菌液或者菌落PCR不是不可靠，关键是看你怎么用。
如果直接在载体两端设计引物，或者用插入片段上面的两条引物，这样的假阳性会很高。最好的办法是一条引物在载体上（对于常用载体可以专门设计一条），另一条引物在插入片段上（可以用克隆时的引物），这样的PCR结果是很可靠的。
菌落PCR最大的优势是可以一次性筛选大量样品，可以作为第一次筛选。我的做法是在PCR管里面加3ul水，然后用枪头或者牙签挑一点转化出来的菌，放在里面搅动几下，作为模板。如果菌落很小或者长得很密，把菌挑到水里之后，我会再点到新的平板上backup一下。我一般一次P上28个（刚好1板胶），转化率再低，总有那么几个是阳性的。第一次P不出来的话我会再P上几十个。

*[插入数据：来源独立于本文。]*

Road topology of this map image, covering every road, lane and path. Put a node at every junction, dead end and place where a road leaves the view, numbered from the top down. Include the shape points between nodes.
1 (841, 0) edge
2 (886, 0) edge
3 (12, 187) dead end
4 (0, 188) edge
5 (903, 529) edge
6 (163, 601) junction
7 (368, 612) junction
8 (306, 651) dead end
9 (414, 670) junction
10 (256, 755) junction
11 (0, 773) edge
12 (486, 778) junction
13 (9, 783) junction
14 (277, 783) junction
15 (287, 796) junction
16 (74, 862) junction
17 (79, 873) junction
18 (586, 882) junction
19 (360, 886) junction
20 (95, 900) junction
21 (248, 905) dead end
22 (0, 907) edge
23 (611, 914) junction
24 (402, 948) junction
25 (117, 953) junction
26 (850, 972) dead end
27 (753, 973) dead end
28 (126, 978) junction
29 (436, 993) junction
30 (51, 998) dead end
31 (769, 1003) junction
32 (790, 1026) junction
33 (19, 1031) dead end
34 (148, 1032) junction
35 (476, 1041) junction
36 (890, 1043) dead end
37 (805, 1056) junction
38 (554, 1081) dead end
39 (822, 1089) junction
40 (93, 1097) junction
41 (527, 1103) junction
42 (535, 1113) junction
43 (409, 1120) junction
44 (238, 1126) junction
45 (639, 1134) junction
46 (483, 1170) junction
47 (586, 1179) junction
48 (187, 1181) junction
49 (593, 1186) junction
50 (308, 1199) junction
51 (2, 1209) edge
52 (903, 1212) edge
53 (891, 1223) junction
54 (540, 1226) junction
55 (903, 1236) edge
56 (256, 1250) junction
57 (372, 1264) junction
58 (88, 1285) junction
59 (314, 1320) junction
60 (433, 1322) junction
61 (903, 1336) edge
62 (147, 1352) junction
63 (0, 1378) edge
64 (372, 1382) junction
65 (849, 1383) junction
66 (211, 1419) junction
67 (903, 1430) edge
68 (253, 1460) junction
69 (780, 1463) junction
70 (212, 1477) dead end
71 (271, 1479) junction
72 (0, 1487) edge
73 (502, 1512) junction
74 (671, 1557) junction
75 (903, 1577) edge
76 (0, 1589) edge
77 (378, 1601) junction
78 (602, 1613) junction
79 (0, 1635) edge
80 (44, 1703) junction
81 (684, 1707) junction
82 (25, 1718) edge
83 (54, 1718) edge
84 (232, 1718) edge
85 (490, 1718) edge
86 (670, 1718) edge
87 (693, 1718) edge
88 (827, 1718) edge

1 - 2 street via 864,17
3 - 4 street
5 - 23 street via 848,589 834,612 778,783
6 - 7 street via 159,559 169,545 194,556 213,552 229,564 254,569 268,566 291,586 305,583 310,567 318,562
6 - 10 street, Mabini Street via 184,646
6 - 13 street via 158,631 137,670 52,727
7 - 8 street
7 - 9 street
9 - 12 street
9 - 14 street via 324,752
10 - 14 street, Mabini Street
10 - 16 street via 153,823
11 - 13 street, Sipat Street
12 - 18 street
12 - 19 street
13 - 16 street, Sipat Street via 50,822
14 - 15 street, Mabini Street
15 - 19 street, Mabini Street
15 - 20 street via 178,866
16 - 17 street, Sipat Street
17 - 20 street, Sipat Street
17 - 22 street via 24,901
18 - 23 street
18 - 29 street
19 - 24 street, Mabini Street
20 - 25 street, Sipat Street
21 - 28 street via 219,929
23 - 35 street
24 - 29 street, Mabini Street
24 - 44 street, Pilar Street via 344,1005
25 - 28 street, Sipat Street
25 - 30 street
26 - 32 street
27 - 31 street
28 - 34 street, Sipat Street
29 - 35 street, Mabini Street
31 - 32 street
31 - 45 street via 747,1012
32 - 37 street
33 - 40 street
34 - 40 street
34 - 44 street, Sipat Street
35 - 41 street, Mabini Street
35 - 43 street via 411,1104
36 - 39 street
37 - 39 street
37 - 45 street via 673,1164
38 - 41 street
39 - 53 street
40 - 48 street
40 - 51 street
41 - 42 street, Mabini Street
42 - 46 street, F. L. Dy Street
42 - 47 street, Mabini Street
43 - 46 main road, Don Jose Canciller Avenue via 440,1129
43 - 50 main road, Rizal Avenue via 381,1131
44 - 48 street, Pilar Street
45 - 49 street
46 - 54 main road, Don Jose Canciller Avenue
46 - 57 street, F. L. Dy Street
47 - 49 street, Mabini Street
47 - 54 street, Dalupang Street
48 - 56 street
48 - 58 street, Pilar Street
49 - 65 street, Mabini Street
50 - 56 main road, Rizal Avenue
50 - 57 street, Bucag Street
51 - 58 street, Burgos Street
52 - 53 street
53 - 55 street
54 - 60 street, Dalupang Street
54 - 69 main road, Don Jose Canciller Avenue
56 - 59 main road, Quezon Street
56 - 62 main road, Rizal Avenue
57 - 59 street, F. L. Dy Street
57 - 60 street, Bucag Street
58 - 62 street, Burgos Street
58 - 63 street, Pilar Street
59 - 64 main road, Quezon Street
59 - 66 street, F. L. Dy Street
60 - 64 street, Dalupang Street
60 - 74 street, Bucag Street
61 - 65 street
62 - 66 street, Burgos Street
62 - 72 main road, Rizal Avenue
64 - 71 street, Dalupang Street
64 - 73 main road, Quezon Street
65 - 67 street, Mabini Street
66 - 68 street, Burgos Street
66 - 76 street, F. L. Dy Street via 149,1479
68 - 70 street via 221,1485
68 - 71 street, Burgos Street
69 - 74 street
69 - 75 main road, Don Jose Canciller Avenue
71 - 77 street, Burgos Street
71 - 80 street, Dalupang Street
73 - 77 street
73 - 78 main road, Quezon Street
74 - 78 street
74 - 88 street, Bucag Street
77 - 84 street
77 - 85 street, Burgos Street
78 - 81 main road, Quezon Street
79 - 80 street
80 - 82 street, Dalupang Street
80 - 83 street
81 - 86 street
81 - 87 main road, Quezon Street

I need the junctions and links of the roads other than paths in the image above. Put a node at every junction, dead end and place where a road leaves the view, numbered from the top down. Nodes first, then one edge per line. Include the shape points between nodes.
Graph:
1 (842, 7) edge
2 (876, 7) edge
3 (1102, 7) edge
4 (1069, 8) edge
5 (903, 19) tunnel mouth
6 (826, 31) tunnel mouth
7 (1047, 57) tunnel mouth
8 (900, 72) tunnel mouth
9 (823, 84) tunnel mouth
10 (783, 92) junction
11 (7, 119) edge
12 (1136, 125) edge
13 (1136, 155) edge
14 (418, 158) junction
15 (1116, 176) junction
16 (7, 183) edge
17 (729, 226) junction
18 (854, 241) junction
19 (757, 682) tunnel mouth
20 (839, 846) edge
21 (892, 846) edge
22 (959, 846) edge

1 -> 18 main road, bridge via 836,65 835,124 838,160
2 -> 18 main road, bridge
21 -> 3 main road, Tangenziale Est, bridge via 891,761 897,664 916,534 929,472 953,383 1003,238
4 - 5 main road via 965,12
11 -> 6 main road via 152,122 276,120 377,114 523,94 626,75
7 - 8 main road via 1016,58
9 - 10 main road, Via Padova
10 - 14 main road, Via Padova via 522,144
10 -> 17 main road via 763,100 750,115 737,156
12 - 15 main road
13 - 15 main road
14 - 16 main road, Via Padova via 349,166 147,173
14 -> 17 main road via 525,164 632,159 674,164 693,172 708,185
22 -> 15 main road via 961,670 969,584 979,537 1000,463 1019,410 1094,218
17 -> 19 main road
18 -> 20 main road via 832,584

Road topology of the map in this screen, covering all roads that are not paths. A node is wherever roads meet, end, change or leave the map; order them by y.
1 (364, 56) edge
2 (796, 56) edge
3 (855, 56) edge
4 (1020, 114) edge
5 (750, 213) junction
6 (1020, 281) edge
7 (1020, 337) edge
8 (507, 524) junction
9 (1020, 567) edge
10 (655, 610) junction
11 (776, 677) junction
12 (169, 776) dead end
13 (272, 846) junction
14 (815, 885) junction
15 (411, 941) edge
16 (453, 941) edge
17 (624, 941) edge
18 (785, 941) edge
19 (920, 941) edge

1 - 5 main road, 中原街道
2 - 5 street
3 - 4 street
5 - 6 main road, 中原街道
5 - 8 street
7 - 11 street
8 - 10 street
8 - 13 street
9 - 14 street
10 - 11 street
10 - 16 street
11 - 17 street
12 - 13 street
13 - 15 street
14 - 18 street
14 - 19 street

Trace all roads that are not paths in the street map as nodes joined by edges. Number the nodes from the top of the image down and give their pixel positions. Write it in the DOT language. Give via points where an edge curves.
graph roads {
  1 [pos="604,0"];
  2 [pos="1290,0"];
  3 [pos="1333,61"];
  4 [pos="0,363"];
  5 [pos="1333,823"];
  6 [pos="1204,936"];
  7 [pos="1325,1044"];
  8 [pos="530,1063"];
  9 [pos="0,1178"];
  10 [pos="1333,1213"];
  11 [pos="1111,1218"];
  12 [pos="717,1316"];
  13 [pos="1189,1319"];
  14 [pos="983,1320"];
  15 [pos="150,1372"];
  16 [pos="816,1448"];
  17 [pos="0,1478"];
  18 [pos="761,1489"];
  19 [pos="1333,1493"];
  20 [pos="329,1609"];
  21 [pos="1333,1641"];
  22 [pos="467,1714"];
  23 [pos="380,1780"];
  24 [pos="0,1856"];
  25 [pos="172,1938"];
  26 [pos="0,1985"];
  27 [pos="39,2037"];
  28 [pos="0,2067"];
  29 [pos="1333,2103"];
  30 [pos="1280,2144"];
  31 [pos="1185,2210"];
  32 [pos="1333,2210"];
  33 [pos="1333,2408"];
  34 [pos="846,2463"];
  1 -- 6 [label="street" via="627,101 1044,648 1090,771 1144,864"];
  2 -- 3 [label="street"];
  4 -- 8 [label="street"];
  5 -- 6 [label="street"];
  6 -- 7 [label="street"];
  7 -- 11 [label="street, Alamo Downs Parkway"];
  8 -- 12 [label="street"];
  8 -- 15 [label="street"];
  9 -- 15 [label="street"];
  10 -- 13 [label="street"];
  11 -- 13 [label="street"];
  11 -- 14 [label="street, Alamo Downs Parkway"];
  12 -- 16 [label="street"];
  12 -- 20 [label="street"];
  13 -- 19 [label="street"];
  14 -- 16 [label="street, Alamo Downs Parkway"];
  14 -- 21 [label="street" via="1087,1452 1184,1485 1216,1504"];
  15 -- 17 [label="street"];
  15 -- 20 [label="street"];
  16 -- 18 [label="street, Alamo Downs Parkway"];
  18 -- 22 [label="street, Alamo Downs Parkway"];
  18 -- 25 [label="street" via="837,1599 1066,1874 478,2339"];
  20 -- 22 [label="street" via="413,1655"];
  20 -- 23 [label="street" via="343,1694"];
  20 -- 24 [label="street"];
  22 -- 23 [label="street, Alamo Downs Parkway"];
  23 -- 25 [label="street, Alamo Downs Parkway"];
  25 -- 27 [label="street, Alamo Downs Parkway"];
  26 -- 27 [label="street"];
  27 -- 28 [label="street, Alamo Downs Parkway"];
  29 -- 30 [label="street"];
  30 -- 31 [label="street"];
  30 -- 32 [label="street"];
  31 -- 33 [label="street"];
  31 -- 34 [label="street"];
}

菌落PCR验证之后，就可以挑取几个候选的菌落，接菌，提质粒，之后进行第二轮筛选以确证：酶切，或者测序。
正确使用菌落PCR，可以避免一次性提大量质粒，节省工作量。我觉得这个方法还是很好用的。
补充下：我做的菌落PCR，只是把PCR的预变性从普通的95℃/5 min改成了95℃/15 min，用于裂解菌体并预变性，其他的跟普通PCR一样，也没有用特殊的裂解液。

[ Last edited by 西瓜 on 2011-10-25 at 18:38 ]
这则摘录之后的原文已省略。